START MATERIAL SHOWN

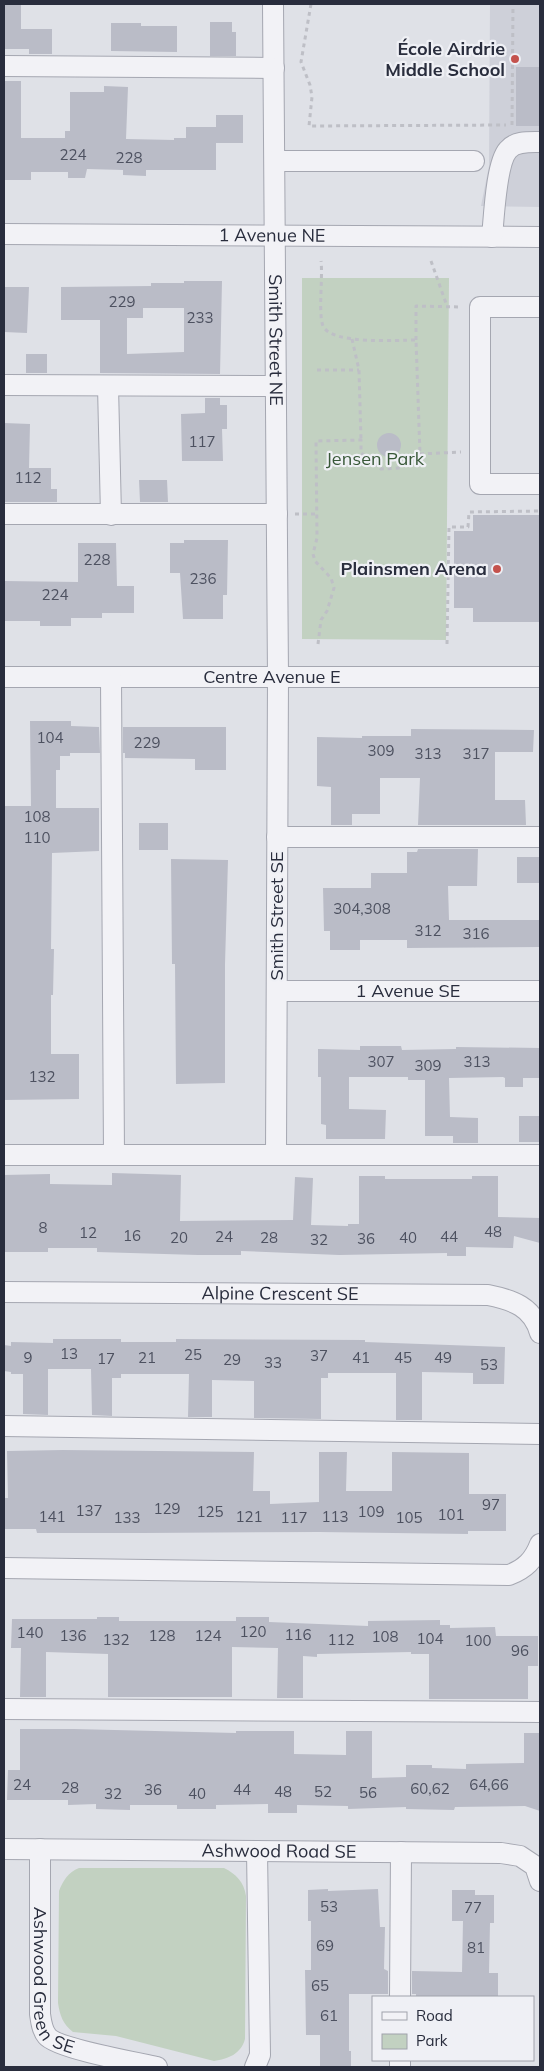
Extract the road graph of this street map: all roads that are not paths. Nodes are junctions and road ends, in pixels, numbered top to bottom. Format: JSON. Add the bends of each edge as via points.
{"nodes":[{"id":1,"x":274,"y":4,"type":"edge"},
{"id":2,"x":4,"y":66,"type":"edge"},
{"id":3,"x":274,"y":68,"type":"junction"},
{"id":4,"x":540,"y":142,"type":"edge"},
{"id":5,"x":474,"y":161,"type":"dead end"},
{"id":6,"x":274,"y":162,"type":"junction"},
{"id":7,"x":4,"y":234,"type":"edge"},
{"id":8,"x":275,"y":236,"type":"junction"},
{"id":9,"x":492,"y":237,"type":"junction"},
{"id":10,"x":540,"y":237,"type":"edge"},
{"id":11,"x":540,"y":307,"type":"edge"},
{"id":12,"x":4,"y":385,"type":"edge"},
{"id":13,"x":108,"y":386,"type":"junction"},
{"id":14,"x":276,"y":386,"type":"junction"},
{"id":15,"x":540,"y":484,"type":"edge"},
{"id":16,"x":4,"y":514,"type":"edge"},
{"id":17,"x":277,"y":514,"type":"junction"},
{"id":18,"x":111,"y":515,"type":"junction"},
{"id":19,"x":4,"y":677,"type":"edge"},
{"id":20,"x":278,"y":677,"type":"junction"},
{"id":21,"x":540,"y":677,"type":"edge"},
{"id":22,"x":111,"y":678,"type":"junction"},
{"id":23,"x":277,"y":837,"type":"junction"},
{"id":24,"x":540,"y":837,"type":"edge"},
{"id":25,"x":277,"y":991,"type":"junction"},
{"id":26,"x":540,"y":991,"type":"edge"},
{"id":27,"x":276,"y":1154,"type":"junction"},
{"id":28,"x":4,"y":1155,"type":"edge"},
{"id":29,"x":114,"y":1155,"type":"junction"},
{"id":30,"x":540,"y":1155,"type":"edge"},
{"id":31,"x":4,"y":1292,"type":"edge"},
{"id":32,"x":540,"y":1333,"type":"edge"},
{"id":33,"x":4,"y":1426,"type":"edge"},
{"id":34,"x":540,"y":1434,"type":"edge"},
{"id":35,"x":540,"y":1544,"type":"edge"},
{"id":36,"x":4,"y":1568,"type":"edge"},
{"id":37,"x":4,"y":1709,"type":"edge"},
{"id":38,"x":540,"y":1712,"type":"edge"},
{"id":39,"x":4,"y":1849,"type":"edge"},
{"id":40,"x":40,"y":1849,"type":"junction"},
{"id":41,"x":257,"y":1852,"type":"junction"},
{"id":42,"x":401,"y":1852,"type":"junction"},
{"id":43,"x":540,"y":1881,"type":"edge"},
{"id":44,"x":400,"y":1996,"type":"edge"},
{"id":45,"x":158,"y":2067,"type":"edge"},
{"id":46,"x":255,"y":2067,"type":"edge"}],
"edges":[{"from":1,"to":3,"type":"street","name":"Smith Street NE"},
{"from":2,"to":3,"type":"street"},
{"from":3,"to":6,"type":"street","name":"Smith Street NE"},
{"from":4,"to":9,"type":"street","via":[[521,142],[508,149],[501,164]]},
{"from":5,"to":6,"type":"street"},
{"from":6,"to":8,"type":"street","name":"Smith Street NE"},
{"from":7,"to":8,"type":"street","name":"1 Avenue NE"},
{"from":8,"to":9,"type":"street","name":"1 Avenue NE"},
{"from":8,"to":14,"type":"street","name":"Smith Street NE"},
{"from":9,"to":10,"type":"street","name":"1 Avenue NE"},
{"from":11,"to":15,"type":"street","via":[[480,307],[480,484]]},
{"from":12,"to":13,"type":"street"},
{"from":13,"to":14,"type":"street"},
{"from":13,"to":18,"type":"street"},
{"from":14,"to":17,"type":"street","name":"Smith Street NE"},
{"from":16,"to":18,"type":"street"},
{"from":17,"to":18,"type":"street"},
{"from":17,"to":20,"type":"street","name":"Smith Street NE"},
{"from":19,"to":22,"type":"street","name":"Centre Avenue E"},
{"from":20,"to":21,"type":"street","name":"Centre Avenue E"},
{"from":20,"to":22,"type":"street","name":"Centre Avenue E"},
{"from":20,"to":23,"type":"street","name":"Smith Street SE"},
{"from":22,"to":29,"type":"street"},
{"from":23,"to":24,"type":"street"},
{"from":23,"to":25,"type":"street","name":"Smith Street SE"},
{"from":25,"to":26,"type":"street","name":"1 Avenue SE"},
{"from":25,"to":27,"type":"street","name":"Smith Street SE"},
{"from":27,"to":29,"type":"street"},
{"from":27,"to":30,"type":"street"},
{"from":28,"to":29,"type":"street"},
{"from":31,"to":32,"type":"street","name":"Alpine Crescent SE","via":[[488,1295],[509,1299],[525,1309],[537,1320]]},
{"from":33,"to":34,"type":"street"},
{"from":35,"to":36,"type":"street","via":[[528,1564],[510,1575]]},
{"from":37,"to":38,"type":"street"},
{"from":39,"to":40,"type":"street","name":"Ashwood Road SE"},
{"from":40,"to":41,"type":"street","name":"Ashwood Road SE"},
{"from":40,"to":45,"type":"street","name":"Ashwood Green SE","via":[[42,2027],[48,2038],[66,2046]]},
{"from":41,"to":42,"type":"street","name":"Ashwood Road SE"},
{"from":41,"to":46,"type":"street","via":[[260,2055]]},
{"from":42,"to":43,"type":"street","name":"Ashwood Road SE","via":[[520,1856],[535,1866]]},
{"from":42,"to":44,"type":"street"}]}
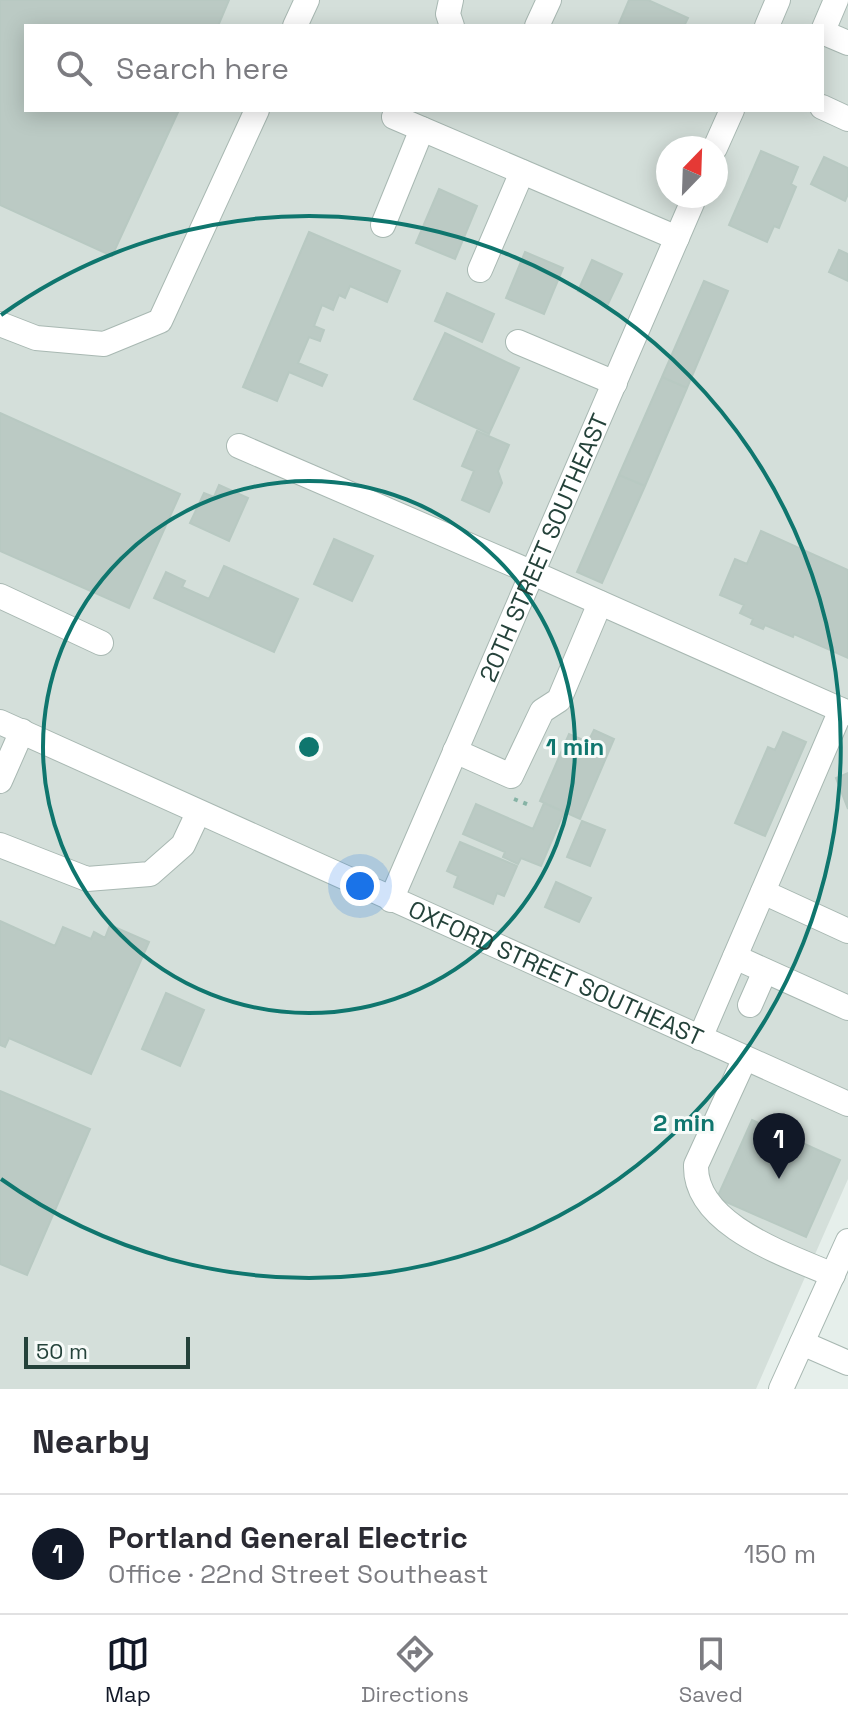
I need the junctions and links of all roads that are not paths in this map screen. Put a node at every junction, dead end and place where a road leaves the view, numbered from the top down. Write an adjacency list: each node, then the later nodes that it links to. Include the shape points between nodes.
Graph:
1 (307, 0): 6 (street)
2 (451, 0): 7 (street)
3 (549, 0): 8 (street)
4 (778, 0): 9 (street)
5 (836, 0): 10 (street)
6 (296, 24)
7 (451, 24)
8 (538, 24)
9 (768, 24)
10 (824, 27)
11 (824, 33): 12 (street)
12 (848, 43)
13 (824, 108): 17 (street)
14 (256, 112): 25 (street, via 160,321 104,344 36,338)
15 (731, 112): 19 (street)
16 (394, 117): 18 (street)
17 (848, 119)
18 (422, 129): 20 (street); 22 (street)
19 (720, 136)
20 (522, 172): 23 (street); 24 (street)
21 (690, 208): 23 (street, 20TH STREET SOUTHEAST)
22 (383, 225)
23 (677, 238): 27 (street, 20TH STREET SOUTHEAST)
24 (480, 270)
25 (0, 324)
26 (518, 342): 27 (street)
27 (615, 383): 29 (street, 20TH STREET SOUTHEAST)
28 (239, 446): 29 (street)
29 (533, 573): 31 (street); 35 (street, 20TH STREET SOUTHEAST)
30 (0, 596): 32 (street)
31 (600, 603): 33 (street); 35 (street, via 559,700 538,716 511,776)
32 (101, 643)
33 (844, 712): 39 (street)
34 (11, 726): 36 (street); 37 (street, OXFORD STREET SOUTHEAST)
35 (455, 751): 40 (street, 20TH STREET SOUTHEAST)
36 (0, 781)
37 (198, 813): 38 (street, via 183,845 150,874 87,879); 40 (street, OXFORD STREET SOUTHEAST)
38 (0, 845)
39 (763, 892): 41 (street); 42 (street)
40 (391, 900): 46 (street, OXFORD STREET SOUTHEAST)
41 (848, 931)
42 (735, 957): 43 (street); 46 (street)
43 (765, 971): 44 (street); 45 (street)
44 (750, 1005)
45 (848, 1008)
46 (700, 1038): 47 (street, OXFORD STREET SOUTHEAST)
47 (745, 1058): 48 (street, OXFORD STREET SOUTHEAST); 50 (street, via 696,1165 695,1182 731,1227)
48 (848, 1104)
49 (848, 1241): 50 (street)
50 (833, 1275): 51 (street)
51 (802, 1343): 52 (street); 53 (street)
52 (848, 1363)
53 (781, 1389)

END MATERIAL SHOWN

▶ [WORK REQUEST]: Checking the data above line by line, please work out how many lines include "points", and reply with the number only.

▶ [EXPECTED ANSWER]: 2